Background is all Electrical.

Currently working on Major Electrical room. All raceways are modeled and prob. 60% of trapeze's built and placed. Used Groups to create individual instances in attempting to later detail and send to prefab. dept.
Have currently 64 different groups. Which would require I think at least 64 times of annotation and sheet creation but am trying to use a template to increase process effeciency.

After meeting a person who seems quite profecient with Revit, he quickly showed me about assemblies. Assemblies appear awesome and would likely suit the purpose of trapeze designs going to prefab much
better than groups would. Currently my work around for building the groups and scheduling them has been to use copper pipe 1/2" as Threaded Rod, and Cable Tray w/o fittings 2" or 1" to represent strut.

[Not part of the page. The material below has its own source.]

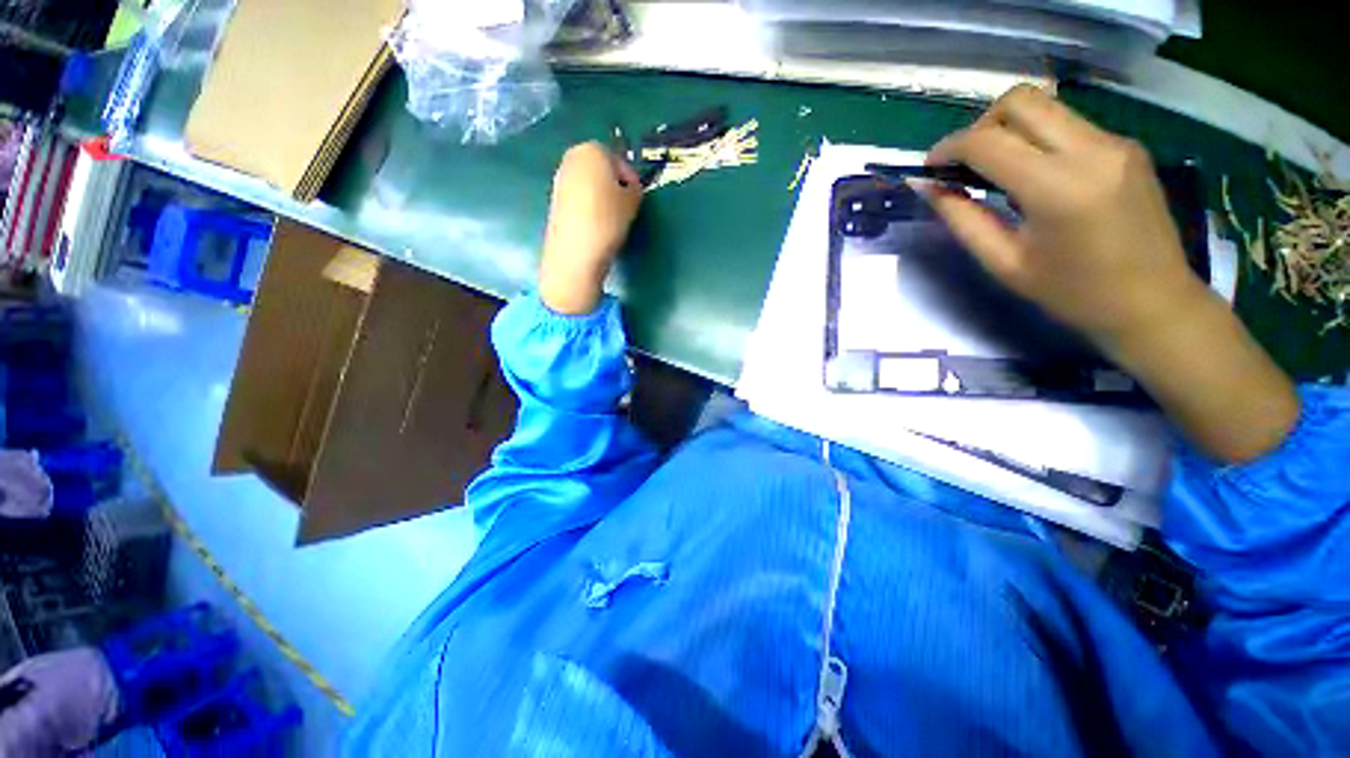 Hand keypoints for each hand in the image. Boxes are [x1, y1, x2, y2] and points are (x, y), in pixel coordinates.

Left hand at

After spending a few hours, trying work arounds, trial and error and various combinations of materials that can become parts of Assemblies per Wikihelps direction, I'm kinda stuck on where/how to go about
using structural ( assuming is best means to represent trapeze with ) families.

Could someone please assist in pointing me in correct direction in regards to the best structural elements to use that can become dynamic to represent threaded rod and unistrut to form an assembly that can be scheduled and parametric in time ?
I have looked into modifying the .txt files for some of the metal catagories. The biggest issue coming up with is an error stating particular structural families cant be loaded. Not really looking to figure out
load capacities yet ( maybe one day ) # 1 goal is just to create assemblies to streamline the process from model to prefabrication.

Any assistiance would be greatly appreciated. I promise that I spend alot of time trying to solve obstacles on my own.
Any assistance would be appreciated.